Working data: Begin

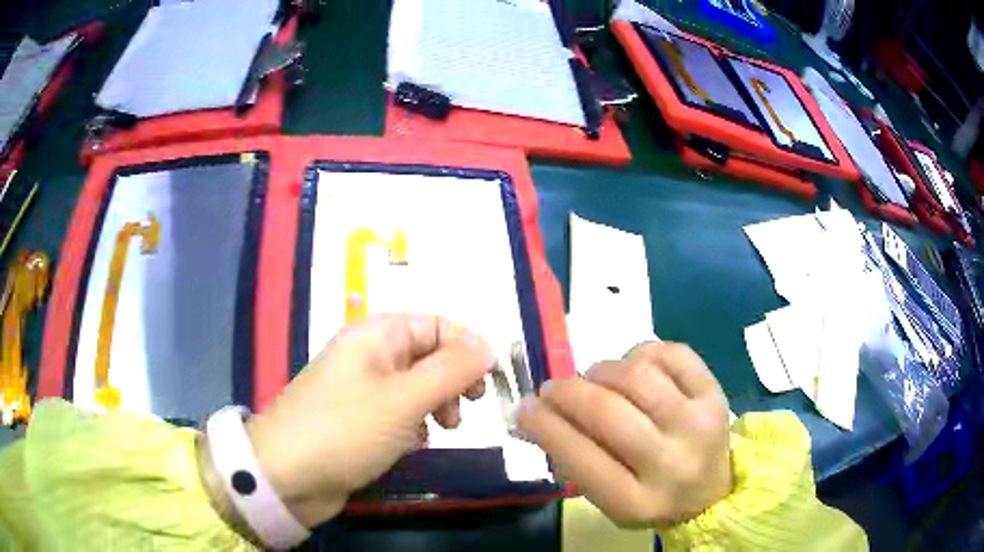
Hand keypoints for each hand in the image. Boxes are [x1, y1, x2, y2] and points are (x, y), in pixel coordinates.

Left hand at [235, 314, 493, 527]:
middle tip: (464, 408)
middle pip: (428, 354)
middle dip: (453, 379)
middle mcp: (369, 354)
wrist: (286, 475)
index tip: (489, 381)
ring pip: (416, 385)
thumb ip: (451, 370)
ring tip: (441, 430)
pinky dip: (415, 423)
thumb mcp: (405, 399)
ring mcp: (362, 388)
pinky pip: (400, 411)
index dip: (467, 347)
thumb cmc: (346, 429)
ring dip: (437, 404)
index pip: (437, 324)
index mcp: (376, 334)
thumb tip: (488, 348)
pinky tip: (415, 443)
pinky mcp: (358, 418)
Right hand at [517, 342, 731, 528]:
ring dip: (602, 371)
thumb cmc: (648, 497)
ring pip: (637, 375)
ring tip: (595, 381)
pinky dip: (640, 353)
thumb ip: (572, 460)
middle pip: (608, 411)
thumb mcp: (605, 499)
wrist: (709, 491)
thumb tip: (534, 413)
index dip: (545, 426)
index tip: (525, 408)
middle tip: (552, 389)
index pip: (580, 457)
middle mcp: (672, 463)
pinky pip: (670, 353)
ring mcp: (699, 423)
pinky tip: (633, 368)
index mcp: (636, 501)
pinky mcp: (715, 393)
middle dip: (567, 392)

Working data: End

> [Exercise description]
Please print the lines above exactly, beginning at the first line of the entries and ending at the line holding "pinky mcp: (358, 418)", and leave the pictures out.

> [Task result]
Hand keypoints for each hand in the image. Boxes are [x1, y1, x2, y2] and points are (x, y), in pixel coordinates.

Left hand at [235, 314, 493, 527]:
middle tip: (464, 408)
middle pip: (428, 354)
middle dip: (453, 379)
middle mcp: (369, 354)
wrist: (286, 475)
index tip: (489, 381)
ring pip: (416, 385)
thumb ip: (451, 370)
ring tip: (441, 430)
pinky dip: (415, 423)
thumb mcp: (405, 399)
ring mcp: (362, 388)
pinky pip: (400, 411)
index dip: (467, 347)
thumb cmc: (346, 429)
ring dip: (437, 404)
index pip: (437, 324)
index mcp: (376, 334)
thumb tip: (488, 348)
pinky tip: (415, 443)
pinky mcp: (358, 418)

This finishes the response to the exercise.